After purchasing the machine that will provide my development environment and installing it at home, I made the first updates. First, I reviewed the power consumption settings to prevent the device from going into sleep mode.
Then I determined the programs I would use to connect to the computer. I’ll explain later why I use multiple methods and tools to connect to a device:
TAILSCALE: The first thing I need to know to connect the server is a fixed address of my server. I’m using TailsScale, which uses WireGuard technology for that. For example, when I set the name of my server as gerudo, I can connect it by saying
ssh gerudo. The device I use as a client must also be registered in my TailScale account to find the address where gerudo is registered.
SSH & MOSH: The most necessary applications I used in the terminal are SSH and Mosh. Mosh prepares a more stable connection than SSH, but you need to configure your terminal to support 24-bit colours.
REALVNC: There is no need to install a separate VNC application for macOS, but you can see the machine’s address when you log in with the RealVNC account. But if you are using TailScale, you can connect with any VNC client by saying
vnc://machine-name. I only use it when necessary.
DUET DISPLAY: It helps me to use my iPad as a primary or secondary display.
The server-side of the development environment is ok; now we can forget that part at home. Let’s come to the client part, which we will always have. You decide according to your situation, I will explain my preferences:
WORKSTATION: I can access my editor via SSH or MOSH from the computer provided by the company, and I can access the desktop with any VNC client.
IPAD: It’s better to use a tablet instead of carrying two laptops for me. I use the iPad to access my private files and use it as a second display for the workstation. Sometimes I don’t take my workstation, and I connect to my server using Blink from the iPad.
IPHONE: Although I prefer not this method, it’s cool to access the graphical interface and do small tasks on the server. I just use RealVNC.
As I said before, I use TailScale on all devices. Maybe not needed on the phone because RealVNC already knows the machine’s address via the user account.
Now let me explain why I use multiple connecting methods to the server.

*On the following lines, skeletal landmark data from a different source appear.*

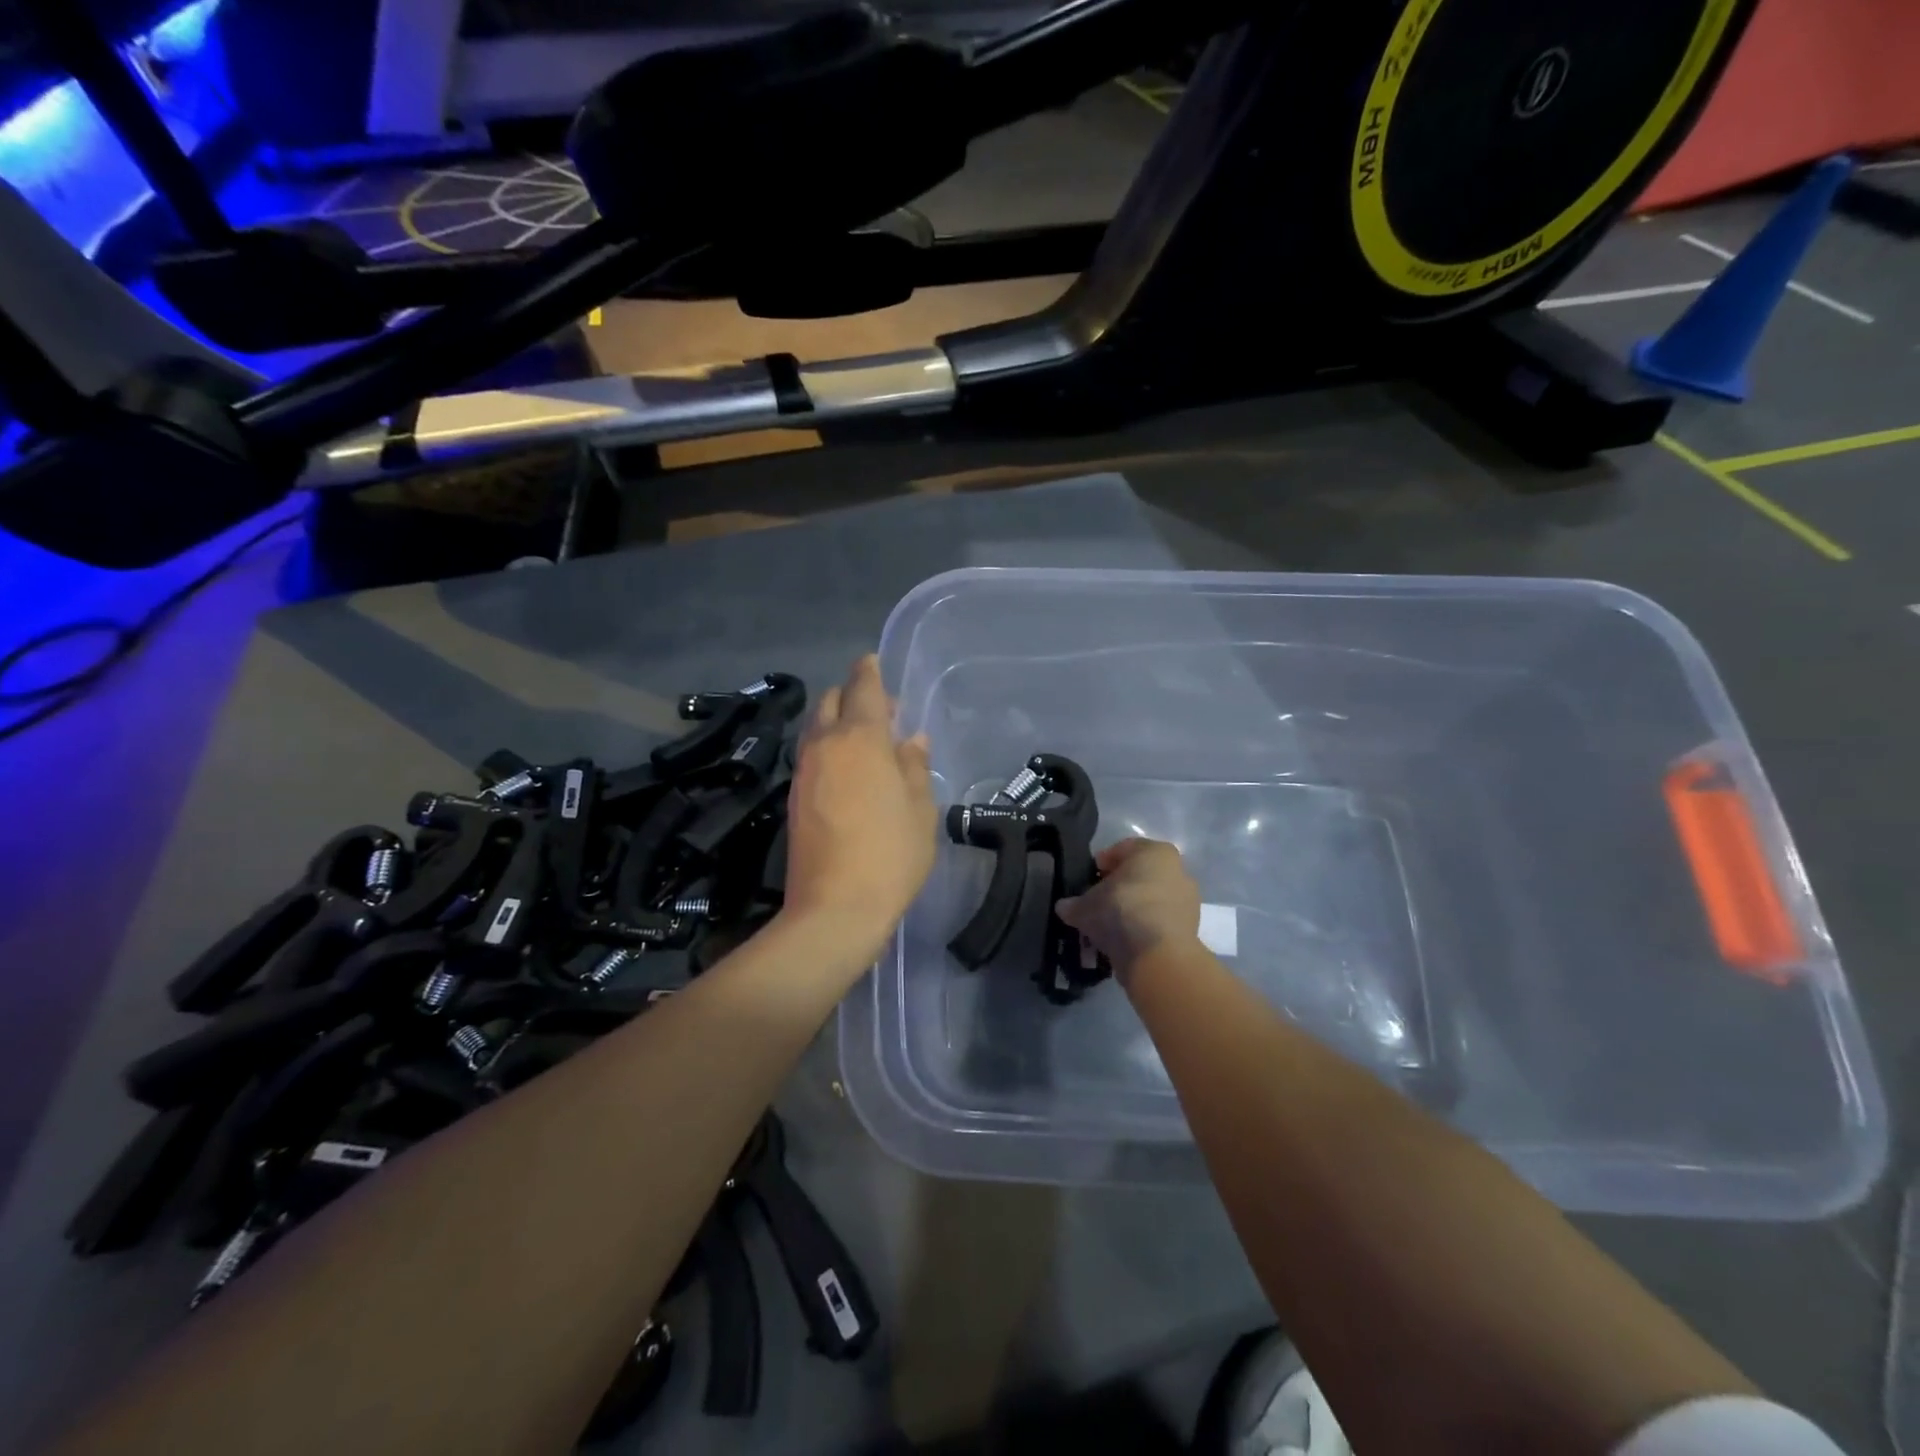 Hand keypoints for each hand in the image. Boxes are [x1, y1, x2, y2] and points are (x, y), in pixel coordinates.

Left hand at [782, 655, 938, 954]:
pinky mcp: (794, 797)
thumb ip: (914, 766)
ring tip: (866, 741)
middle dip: (852, 695)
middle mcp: (824, 745)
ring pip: (816, 728)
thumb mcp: (920, 810)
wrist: (834, 909)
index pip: (863, 688)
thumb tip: (911, 740)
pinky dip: (828, 748)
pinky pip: (811, 755)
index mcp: (860, 739)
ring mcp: (804, 771)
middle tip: (881, 711)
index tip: (873, 661)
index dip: (870, 671)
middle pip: (831, 702)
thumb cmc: (890, 855)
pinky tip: (849, 771)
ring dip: (838, 722)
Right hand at [1055, 838, 1200, 974]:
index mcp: (1154, 851)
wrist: (1158, 956)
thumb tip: (1064, 907)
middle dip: (1118, 887)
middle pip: (1140, 874)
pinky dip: (1144, 928)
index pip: (1121, 849)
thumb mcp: (1085, 906)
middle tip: (1097, 902)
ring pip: (1151, 899)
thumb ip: (1073, 904)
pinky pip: (1159, 921)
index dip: (1101, 864)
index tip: (1088, 879)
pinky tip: (1125, 940)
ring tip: (1109, 926)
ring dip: (1132, 909)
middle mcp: (1177, 869)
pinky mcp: (1191, 927)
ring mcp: (1187, 900)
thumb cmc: (1121, 911)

Don’t think that this whole structure is working smoothly; it’s not easy as it seems; there are at least a few critical problems I experienced once.

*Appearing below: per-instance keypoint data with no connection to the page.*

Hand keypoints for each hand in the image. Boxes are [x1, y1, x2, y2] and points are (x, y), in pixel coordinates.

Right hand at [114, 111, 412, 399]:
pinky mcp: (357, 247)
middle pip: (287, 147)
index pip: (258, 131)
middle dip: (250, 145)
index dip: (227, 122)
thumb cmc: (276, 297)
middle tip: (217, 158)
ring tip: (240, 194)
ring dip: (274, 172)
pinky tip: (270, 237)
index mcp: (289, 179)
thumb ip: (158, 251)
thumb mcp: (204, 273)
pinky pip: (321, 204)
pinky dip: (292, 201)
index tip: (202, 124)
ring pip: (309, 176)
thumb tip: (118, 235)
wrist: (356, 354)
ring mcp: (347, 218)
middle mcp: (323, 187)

The first problem is that you need a display until you prepare your login account on Mac Mini for the first time. If I could use Raspberry Pi 4 as a server, it wouldn’t have this problem, but there is such a problem for Mac Mini, unfortunately.
The other problem is making the first internet connection when you move the server to a different place. If you use iPhone, you don’t need to worry about that because it shares connection info between the devices. But what if you don’t have an iPhone or iPad? So yes, you need a display again.
Another problem is with Duet Display. If the server restarts and you log out somehow, you need to log in again to use Duet. It is possible to solve this problem by automatic login; however, it’s creating security weaknesses, and it’s not a reasonable option. So instead, I connect with a VNC client and log in once. Then I continue with Duet Display.
Let’s talk about work-related issues a bit. I’m neither not a frontend nor a mobile developer so I can work with just a terminal. Sometimes I’m interested in game development; I plan to use Duet Display for that. If I were a frontend user, I think I could use my workstation as a client and keep the code on my server; and I would prefer to debug the code from the browser on my workstation. On the other side, I think none of what I said would work in mobile development. If you have any suggestions on that, I would love to know.
Due to the frequency of power and internet cuts in Turkey, adding UPS (uninterruptible power supply) to this kind of remote development environment is necessary. Apart from that, you can get paranoid and consider making a mini-robot that you can control with wifi and press the computer’s power button.